Direct atomic-scale observation of thermally driven grain-boundary migration associated with triple-junction motion

The internal structure of metals is defined by a complex network of grain boundaries (GBs) and their intersections---triple junctions (TJs). Heat or stress forces GBs to migrate, thus altering many physical properties of the material, and TJs play a key role in this migration as they control GB edges. The GB-TJ interaction strongly depends on the local crystallography, so it can only be properly described at the atomic scale. Although recent direct atomic-scale imaging of GB migration provides some insight into their dynamic behavior, the nanoscale details of the coupled motion of TJs and GBs in a natural nanocrystalline system remain elusive.

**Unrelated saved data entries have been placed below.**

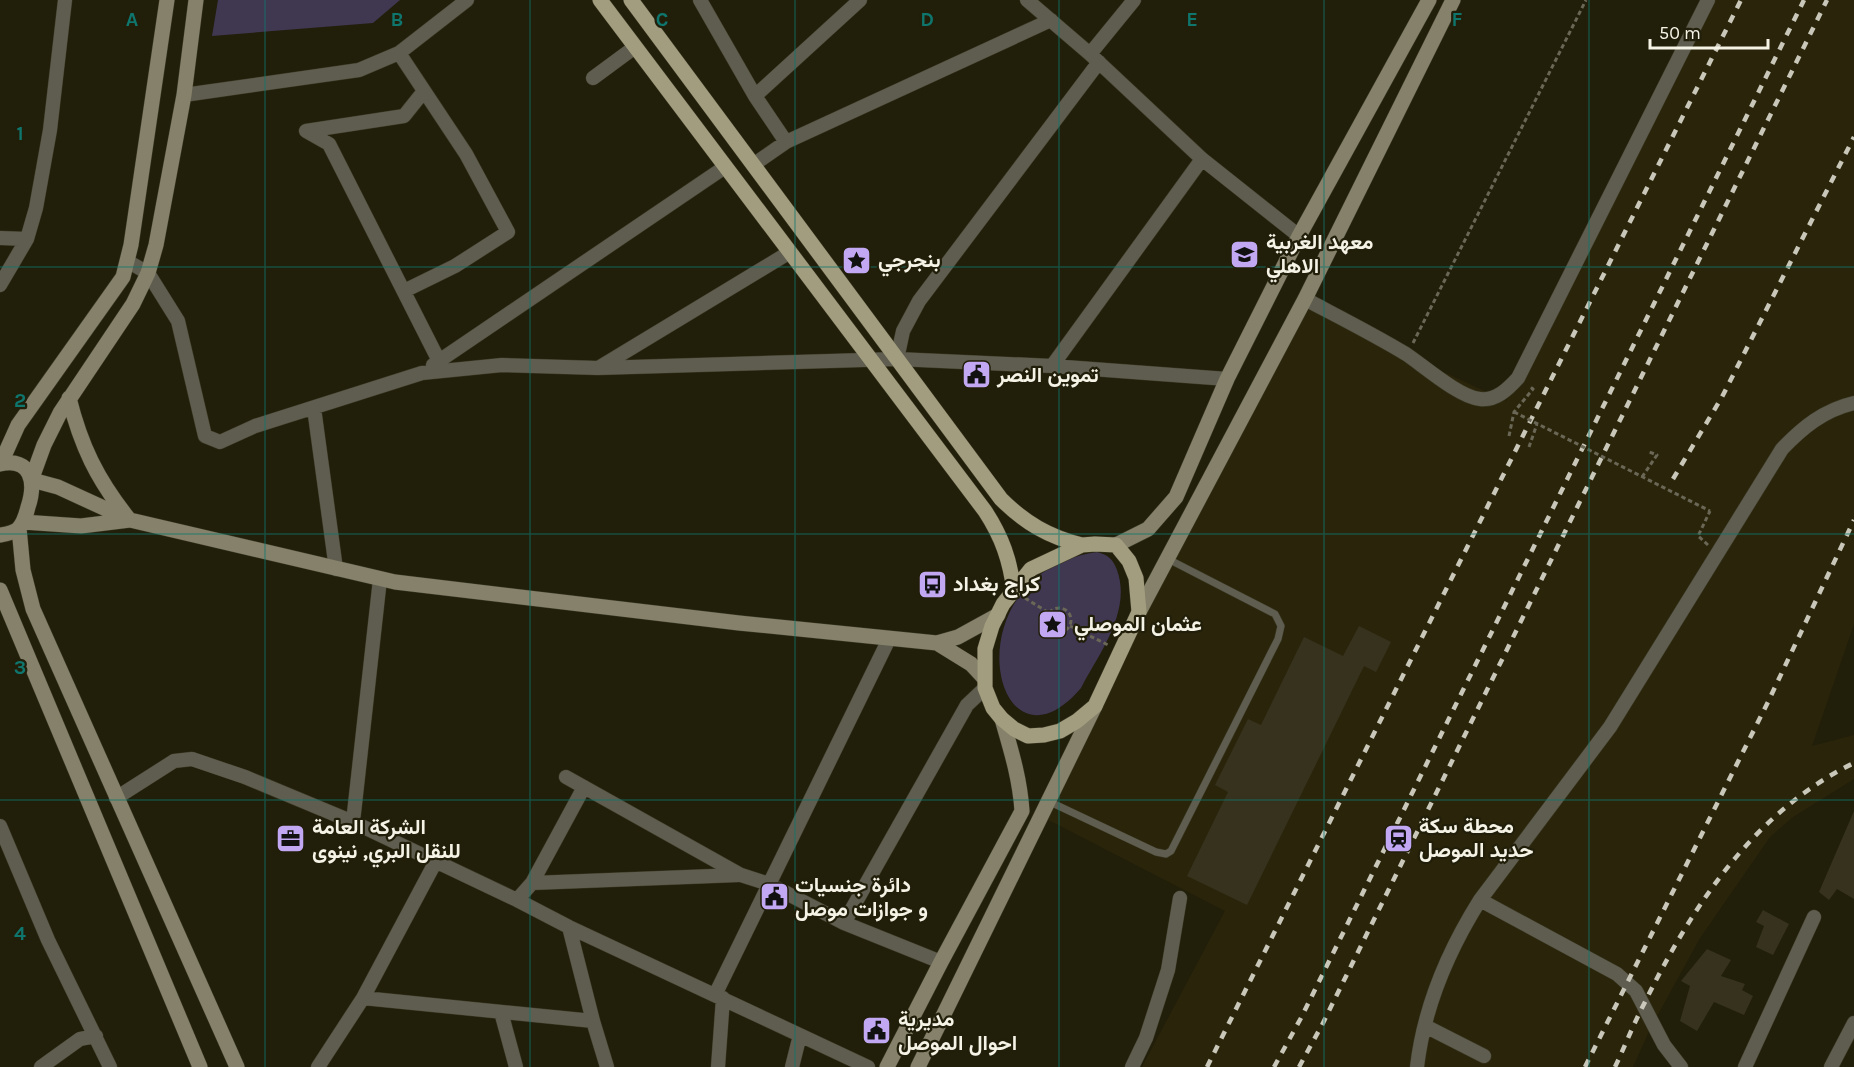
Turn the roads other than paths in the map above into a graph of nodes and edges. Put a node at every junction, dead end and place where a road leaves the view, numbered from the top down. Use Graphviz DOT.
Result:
graph roads {
  1 [pos="65,0"];
  2 [pos="167,0"];
  3 [pos="196,0"];
  4 [pos="467,0"];
  5 [pos="600,0"];
  6 [pos="631,0"];
  7 [pos="700,0"];
  8 [pos="860,0"];
  9 [pos="1027,0"];
  10 [pos="1134,0"];
  11 [pos="1429,0"];
  12 [pos="1453,0"];
  13 [pos="1708,0"];
  14 [pos="1051,20"];
  15 [pos="635,47"];
  16 [pos="399,53"];
  17 [pos="1095,58"];
  18 [pos="593,78"];
  19 [pos="424,91"];
  20 [pos="184,95"];
  21 [pos="755,96"];
  22 [pos="786,142"];
  23 [pos="1202,159"];
  24 [pos="753,165"];
  25 [pos="726,167"];
  26 [pos="1299,236"];
  27 [pos="0,238"];
  28 [pos="27,239"];
  29 [pos="790,252"];
  30 [pos="127,261"];
  31 [pos="148,273"];
  32 [pos="0,285"];
  33 [pos="404,291"];
  34 [pos="1305,298"];
  35 [pos="897,358"];
  36 [pos="870,359"];
  37 [pos="439,361"];
  38 [pos="1052,366"];
  39 [pos="598,368"];
  40 [pos="422,373"];
  41 [pos="1227,379"];
  42 [pos="69,398"];
  43 [pos="1854,404"];
  44 [pos="314,408"];
  45 [pos="1,464"];
  46 [pos="32,479"];
  47 [pos="130,520"];
  48 [pos="21,525"];
  49 [pos="0,535"];
  50 [pos="1082,545"];
  51 [pos="1116,545"];
  52 [pos="1168,559"];
  53 [pos="336,569"];
  54 [pos="380,579"];
  55 [pos="0,590"];
  56 [pos="1014,591"];
  57 [pos="1139,612"];
  58 [pos="998,615"];
  59 [pos="888,639"];
  60 [pos="937,643"];
  61 [pos="984,683"];
  62 [pos="1095,706"];
  63 [pos="1002,719"];
  64 [pos="566,777"];
  65 [pos="584,787"];
  66 [pos="116,798"];
  67 [pos="1048,801"];
  68 [pos="353,822"];
  69 [pos="0,826"];
  70 [pos="436,861"];
  71 [pos="741,875"];
  72 [pos="532,883"];
  73 [pos="769,884"];
  74 [pos="1180,898"];
  75 [pos="517,900"];
  76 [pos="1480,900"];
  77 [pos="1814,917"];
  78 [pos="844,924"];
  79 [pos="569,927"];
  80 [pos="941,962"];
  81 [pos="719,997"];
  82 [pos="363,998"];
  83 [pos="501,1012"];
  84 [pos="593,1021"];
  85 [pos="1854,1023"];
  86 [pos="1425,1026"];
  87 [pos="800,1035"];
  88 [pos="96,1036"];
  89 [pos="1484,1056"];
  90 [pos="41,1067"];
  91 [pos="110,1067"];
  92 [pos="200,1067"];
  93 [pos="237,1067"];
  94 [pos="318,1067"];
  95 [pos="516,1067"];
  96 [pos="607,1067"];
  97 [pos="718,1067"];
  98 [pos="792,1067"];
  99 [pos="868,1067"];
  100 [pos="887,1067"];
  101 [pos="918,1067"];
  102 [pos="1132,1067"];
  103 [pos="1417,1067"];
  104 [pos="1681,1067"];
  105 [pos="1745,1067"];
  106 [pos="1831,1067"];
  1 -- 28 [label="street"];
  2 -- 30 [label="main road"];
  3 -- 20 [label="main road"];
  4 -- 16 [label="street"];
  5 -- 15 [label="main road"];
  6 -- 24 [label="main road"];
  7 -- 21 [label="street"];
  8 -- 21 [label="street"];
  9 -- 14 [label="street"];
  10 -- 17 [label="street"];
  11 -- 26 [label="main road"];
  12 -- 34 [label="main road"];
  13 -- 34 [label="street"];
  14 -- 17 [label="street"];
  14 -- 22 [label="street"];
  15 -- 18 [label="street"];
  15 -- 25 [label="main road"];
  16 -- 19 [label="street"];
  16 -- 20 [label="street"];
  17 -- 23 [label="street"];
  17 -- 35 [label="street"];
  19 -- 33 [label="street"];
  19 -- 33 [label="street"];
  20 -- 31 [label="main road"];
  21 -- 22 [label="street"];
  22 -- 24 [label="street"];
  23 -- 26 [label="street"];
  23 -- 38 [label="street"];
  24 -- 35 [label="main road"];
  25 -- 29 [label="main road"];
  25 -- 37 [label="street"];
  26 -- 41 [label="main road"];
  27 -- 28 [label="street"];
  28 -- 32 [label="street"];
  29 -- 36 [label="main road"];
  29 -- 39 [label="street"];
  30 -- 31 [label="street"];
  30 -- 45 [label="main road"];
  31 -- 42 [label="main road"];
  31 -- 44 [label="street"];
  33 -- 37 [label="street"];
  34 -- 52 [label="main road"];
  35 -- 36 [label="street"];
  35 -- 38 [label="street"];
  35 -- 50 [label="main road"];
  36 -- 39 [label="street"];
  36 -- 56 [label="main road"];
  37 -- 40 [label="street"];
  38 -- 41 [label="street"];
  39 -- 40 [label="street"];
  40 -- 44 [label="street"];
  41 -- 51 [label="main road"];
  42 -- 46 [label="main road"];
  42 -- 47 [label="main road"];
  43 -- 76 [label="street"];
  44 -- 53 [label="street"];
  45 -- 46 [label="main road"];
  46 -- 47 [label="main road"];
  46 -- 48 [label="main road"];
  47 -- 48 [label="main road"];
  47 -- 53 [label="main road"];
  48 -- 49 [label="main road"];
  48 -- 66 [label="main road"];
  50 -- 51 [label="main road"];
  50 -- 56 [label="main road"];
  51 -- 57 [label="main road"];
  52 -- 57 [label="main road"];
  52 -- 67 [label="lane"];
  53 -- 54 [label="main road"];
  54 -- 59 [label="main road"];
  54 -- 68 [label="street"];
  55 -- 92 [label="main road"];
  56 -- 58 [label="main road"];
  57 -- 62 [label="main road"];
  58 -- 60 [label="main road"];
  58 -- 61 [label="main road"];
  59 -- 60 [label="main road"];
  59 -- 73 [label="street"];
  60 -- 61 [label="main road"];
  61 -- 63 [label="main road"];
  61 -- 78 [label="street"];
  62 -- 63 [label="main road"];
  62 -- 67 [label="main road"];
  63 -- 80 [label="main road"];
  64 -- 65 [label="street"];
  65 -- 71 [label="street"];
  65 -- 72 [label="street"];
  66 -- 68 [label="street"];
  66 -- 93 [label="main road"];
  67 -- 101 [label="main road"];
  68 -- 70 [label="street"];
  69 -- 88 [label="street"];
  70 -- 75 [label="street"];
  70 -- 82 [label="street"];
  71 -- 72 [label="street"];
  71 -- 73 [label="street"];
  72 -- 75 [label="street"];
  73 -- 78 [label="street"];
  73 -- 81 [label="street"];
  74 -- 102 [label="street"];
  75 -- 79 [label="street"];
  76 -- 86 [label="street"];
  76 -- 104 [label="street"];
  77 -- 105 [label="street"];
  78 -- 80 [label="street"];
  79 -- 81 [label="street"];
  79 -- 84 [label="street"];
  80 -- 100 [label="main road"];
  81 -- 87 [label="street"];
  81 -- 97 [label="street"];
  82 -- 83 [label="street"];
  82 -- 94 [label="street"];
  83 -- 84 [label="street"];
  83 -- 95 [label="street"];
  84 -- 96 [label="street"];
  85 -- 106 [label="street"];
  86 -- 89 [label="street"];
  86 -- 103 [label="street"];
  87 -- 98 [label="street"];
  87 -- 99 [label="street"];
  88 -- 90 [label="street"];
  88 -- 91 [label="street"];
}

Here, using in situ transmission electron microscopy (TEM) imaging, we describe the dynamics of the GB-TJ system in a nanocrystalline Co film with mixed fcc and hcp crystal phases during thermal annealing at both the mesoscale and the atomic scale. Our observations reveal that GB evolution proceeds through destabilization and displacement of TJs followed by GB relaxation within the new TJ geometry, which modifies the dihedral angles. This process is mediated by atomic-scale disconnection dynamics, where TJs serve as their sources and sinks. These findings advance our understanding of grain evolution in metal nanostructures, which is crucial for engineering their properties.